Your task →
Your answer must be the full listing, reproduced exactly.

Input data →

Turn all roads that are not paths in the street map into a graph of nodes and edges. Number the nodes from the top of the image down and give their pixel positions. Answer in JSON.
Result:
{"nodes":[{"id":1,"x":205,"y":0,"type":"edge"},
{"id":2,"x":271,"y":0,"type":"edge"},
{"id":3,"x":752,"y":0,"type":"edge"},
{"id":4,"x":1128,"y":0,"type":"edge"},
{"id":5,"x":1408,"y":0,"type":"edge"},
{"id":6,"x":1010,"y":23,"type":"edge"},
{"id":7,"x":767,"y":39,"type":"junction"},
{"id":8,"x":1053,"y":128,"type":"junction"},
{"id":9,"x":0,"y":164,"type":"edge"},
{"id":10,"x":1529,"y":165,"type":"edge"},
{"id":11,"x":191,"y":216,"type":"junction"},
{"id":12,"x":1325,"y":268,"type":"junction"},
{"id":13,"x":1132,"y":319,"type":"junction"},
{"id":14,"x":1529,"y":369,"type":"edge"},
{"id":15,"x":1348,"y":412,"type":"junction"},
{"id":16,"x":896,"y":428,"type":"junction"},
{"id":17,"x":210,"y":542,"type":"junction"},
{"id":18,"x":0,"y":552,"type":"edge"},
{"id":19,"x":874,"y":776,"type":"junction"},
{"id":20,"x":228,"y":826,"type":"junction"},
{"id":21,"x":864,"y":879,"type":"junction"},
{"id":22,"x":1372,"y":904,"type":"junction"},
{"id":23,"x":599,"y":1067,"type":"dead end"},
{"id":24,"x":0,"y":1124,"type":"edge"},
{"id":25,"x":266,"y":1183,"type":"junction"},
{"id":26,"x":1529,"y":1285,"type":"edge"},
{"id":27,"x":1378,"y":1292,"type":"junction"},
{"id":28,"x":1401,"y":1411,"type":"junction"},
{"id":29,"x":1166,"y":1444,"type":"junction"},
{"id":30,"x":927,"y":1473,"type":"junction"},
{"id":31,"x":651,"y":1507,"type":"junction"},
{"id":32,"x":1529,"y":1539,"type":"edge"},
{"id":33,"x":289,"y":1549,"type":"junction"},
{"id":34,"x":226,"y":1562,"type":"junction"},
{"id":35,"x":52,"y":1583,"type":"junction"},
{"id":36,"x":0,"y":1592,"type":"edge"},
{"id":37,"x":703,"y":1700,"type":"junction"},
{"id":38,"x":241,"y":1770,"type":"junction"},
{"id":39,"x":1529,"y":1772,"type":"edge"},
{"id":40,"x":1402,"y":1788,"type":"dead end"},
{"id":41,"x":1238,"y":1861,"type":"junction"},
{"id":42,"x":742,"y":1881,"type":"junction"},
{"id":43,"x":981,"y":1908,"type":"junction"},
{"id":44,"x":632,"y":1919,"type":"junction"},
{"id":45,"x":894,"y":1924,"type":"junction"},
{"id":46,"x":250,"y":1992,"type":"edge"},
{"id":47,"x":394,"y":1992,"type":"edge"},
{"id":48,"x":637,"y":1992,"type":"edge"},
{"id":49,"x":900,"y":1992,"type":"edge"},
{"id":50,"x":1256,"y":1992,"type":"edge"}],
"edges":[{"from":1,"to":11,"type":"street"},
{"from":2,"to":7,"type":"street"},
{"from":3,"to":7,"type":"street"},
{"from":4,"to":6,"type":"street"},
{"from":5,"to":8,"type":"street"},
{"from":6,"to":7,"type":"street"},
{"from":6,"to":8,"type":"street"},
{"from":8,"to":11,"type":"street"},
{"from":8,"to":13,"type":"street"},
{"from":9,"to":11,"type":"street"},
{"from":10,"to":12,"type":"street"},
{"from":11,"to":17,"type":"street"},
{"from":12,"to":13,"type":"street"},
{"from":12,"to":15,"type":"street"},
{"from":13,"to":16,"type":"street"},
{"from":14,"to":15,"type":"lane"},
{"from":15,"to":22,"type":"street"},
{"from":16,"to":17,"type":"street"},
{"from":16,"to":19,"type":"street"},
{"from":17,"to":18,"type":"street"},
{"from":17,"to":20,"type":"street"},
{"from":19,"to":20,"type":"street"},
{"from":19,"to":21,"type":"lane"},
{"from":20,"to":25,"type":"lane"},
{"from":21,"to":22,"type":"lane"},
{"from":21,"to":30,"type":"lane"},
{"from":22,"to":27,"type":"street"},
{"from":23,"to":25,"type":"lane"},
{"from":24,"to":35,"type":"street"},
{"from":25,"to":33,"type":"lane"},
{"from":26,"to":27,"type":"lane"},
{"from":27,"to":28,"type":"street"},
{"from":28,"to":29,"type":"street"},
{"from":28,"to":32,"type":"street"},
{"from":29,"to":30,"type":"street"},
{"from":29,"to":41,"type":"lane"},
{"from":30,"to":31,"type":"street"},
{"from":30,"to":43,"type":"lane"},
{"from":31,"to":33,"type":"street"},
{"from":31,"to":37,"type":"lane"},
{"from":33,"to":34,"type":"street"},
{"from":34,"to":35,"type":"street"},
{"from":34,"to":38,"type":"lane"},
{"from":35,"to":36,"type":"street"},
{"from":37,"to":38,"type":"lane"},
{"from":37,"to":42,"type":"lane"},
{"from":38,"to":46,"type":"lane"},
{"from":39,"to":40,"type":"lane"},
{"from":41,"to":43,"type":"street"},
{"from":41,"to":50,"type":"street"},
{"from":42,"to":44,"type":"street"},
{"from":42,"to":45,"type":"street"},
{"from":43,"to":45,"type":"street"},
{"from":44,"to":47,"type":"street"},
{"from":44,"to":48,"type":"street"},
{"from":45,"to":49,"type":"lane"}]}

Written response →
Turn all roads that are not paths in the street map into a graph of nodes and edges. Number the nodes from the top of the image down and give their pixel positions. Answer in JSON.
Result:
{"nodes":[{"id":1,"x":205,"y":0,"type":"edge"},
{"id":2,"x":271,"y":0,"type":"edge"},
{"id":3,"x":752,"y":0,"type":"edge"},
{"id":4,"x":1128,"y":0,"type":"edge"},
{"id":5,"x":1408,"y":0,"type":"edge"},
{"id":6,"x":1010,"y":23,"type":"edge"},
{"id":7,"x":767,"y":39,"type":"junction"},
{"id":8,"x":1053,"y":128,"type":"junction"},
{"id":9,"x":0,"y":164,"type":"edge"},
{"id":10,"x":1529,"y":165,"type":"edge"},
{"id":11,"x":191,"y":216,"type":"junction"},
{"id":12,"x":1325,"y":268,"type":"junction"},
{"id":13,"x":1132,"y":319,"type":"junction"},
{"id":14,"x":1529,"y":369,"type":"edge"},
{"id":15,"x":1348,"y":412,"type":"junction"},
{"id":16,"x":896,"y":428,"type":"junction"},
{"id":17,"x":210,"y":542,"type":"junction"},
{"id":18,"x":0,"y":552,"type":"edge"},
{"id":19,"x":874,"y":776,"type":"junction"},
{"id":20,"x":228,"y":826,"type":"junction"},
{"id":21,"x":864,"y":879,"type":"junction"},
{"id":22,"x":1372,"y":904,"type":"junction"},
{"id":23,"x":599,"y":1067,"type":"dead end"},
{"id":24,"x":0,"y":1124,"type":"edge"},
{"id":25,"x":266,"y":1183,"type":"junction"},
{"id":26,"x":1529,"y":1285,"type":"edge"},
{"id":27,"x":1378,"y":1292,"type":"junction"},
{"id":28,"x":1401,"y":1411,"type":"junction"},
{"id":29,"x":1166,"y":1444,"type":"junction"},
{"id":30,"x":927,"y":1473,"type":"junction"},
{"id":31,"x":651,"y":1507,"type":"junction"},
{"id":32,"x":1529,"y":1539,"type":"edge"},
{"id":33,"x":289,"y":1549,"type":"junction"},
{"id":34,"x":226,"y":1562,"type":"junction"},
{"id":35,"x":52,"y":1583,"type":"junction"},
{"id":36,"x":0,"y":1592,"type":"edge"},
{"id":37,"x":703,"y":1700,"type":"junction"},
{"id":38,"x":241,"y":1770,"type":"junction"},
{"id":39,"x":1529,"y":1772,"type":"edge"},
{"id":40,"x":1402,"y":1788,"type":"dead end"},
{"id":41,"x":1238,"y":1861,"type":"junction"},
{"id":42,"x":742,"y":1881,"type":"junction"},
{"id":43,"x":981,"y":1908,"type":"junction"},
{"id":44,"x":632,"y":1919,"type":"junction"},
{"id":45,"x":894,"y":1924,"type":"junction"},
{"id":46,"x":250,"y":1992,"type":"edge"},
{"id":47,"x":394,"y":1992,"type":"edge"},
{"id":48,"x":637,"y":1992,"type":"edge"},
{"id":49,"x":900,"y":1992,"type":"edge"},
{"id":50,"x":1256,"y":1992,"type":"edge"}],
"edges":[{"from":1,"to":11,"type":"street"},
{"from":2,"to":7,"type":"street"},
{"from":3,"to":7,"type":"street"},
{"from":4,"to":6,"type":"street"},
{"from":5,"to":8,"type":"street"},
{"from":6,"to":7,"type":"street"},
{"from":6,"to":8,"type":"street"},
{"from":8,"to":11,"type":"street"},
{"from":8,"to":13,"type":"street"},
{"from":9,"to":11,"type":"street"},
{"from":10,"to":12,"type":"street"},
{"from":11,"to":17,"type":"street"},
{"from":12,"to":13,"type":"street"},
{"from":12,"to":15,"type":"street"},
{"from":13,"to":16,"type":"street"},
{"from":14,"to":15,"type":"lane"},
{"from":15,"to":22,"type":"street"},
{"from":16,"to":17,"type":"street"},
{"from":16,"to":19,"type":"street"},
{"from":17,"to":18,"type":"street"},
{"from":17,"to":20,"type":"street"},
{"from":19,"to":20,"type":"street"},
{"from":19,"to":21,"type":"lane"},
{"from":20,"to":25,"type":"lane"},
{"from":21,"to":22,"type":"lane"},
{"from":21,"to":30,"type":"lane"},
{"from":22,"to":27,"type":"street"},
{"from":23,"to":25,"type":"lane"},
{"from":24,"to":35,"type":"street"},
{"from":25,"to":33,"type":"lane"},
{"from":26,"to":27,"type":"lane"},
{"from":27,"to":28,"type":"street"},
{"from":28,"to":29,"type":"street"},
{"from":28,"to":32,"type":"street"},
{"from":29,"to":30,"type":"street"},
{"from":29,"to":41,"type":"lane"},
{"from":30,"to":31,"type":"street"},
{"from":30,"to":43,"type":"lane"},
{"from":31,"to":33,"type":"street"},
{"from":31,"to":37,"type":"lane"},
{"from":33,"to":34,"type":"street"},
{"from":34,"to":35,"type":"street"},
{"from":34,"to":38,"type":"lane"},
{"from":35,"to":36,"type":"street"},
{"from":37,"to":38,"type":"lane"},
{"from":37,"to":42,"type":"lane"},
{"from":38,"to":46,"type":"lane"},
{"from":39,"to":40,"type":"lane"},
{"from":41,"to":43,"type":"street"},
{"from":41,"to":50,"type":"street"},
{"from":42,"to":44,"type":"street"},
{"from":42,"to":45,"type":"street"},
{"from":43,"to":45,"type":"street"},
{"from":44,"to":47,"type":"street"},
{"from":44,"to":48,"type":"street"},
{"from":45,"to":49,"type":"lane"}]}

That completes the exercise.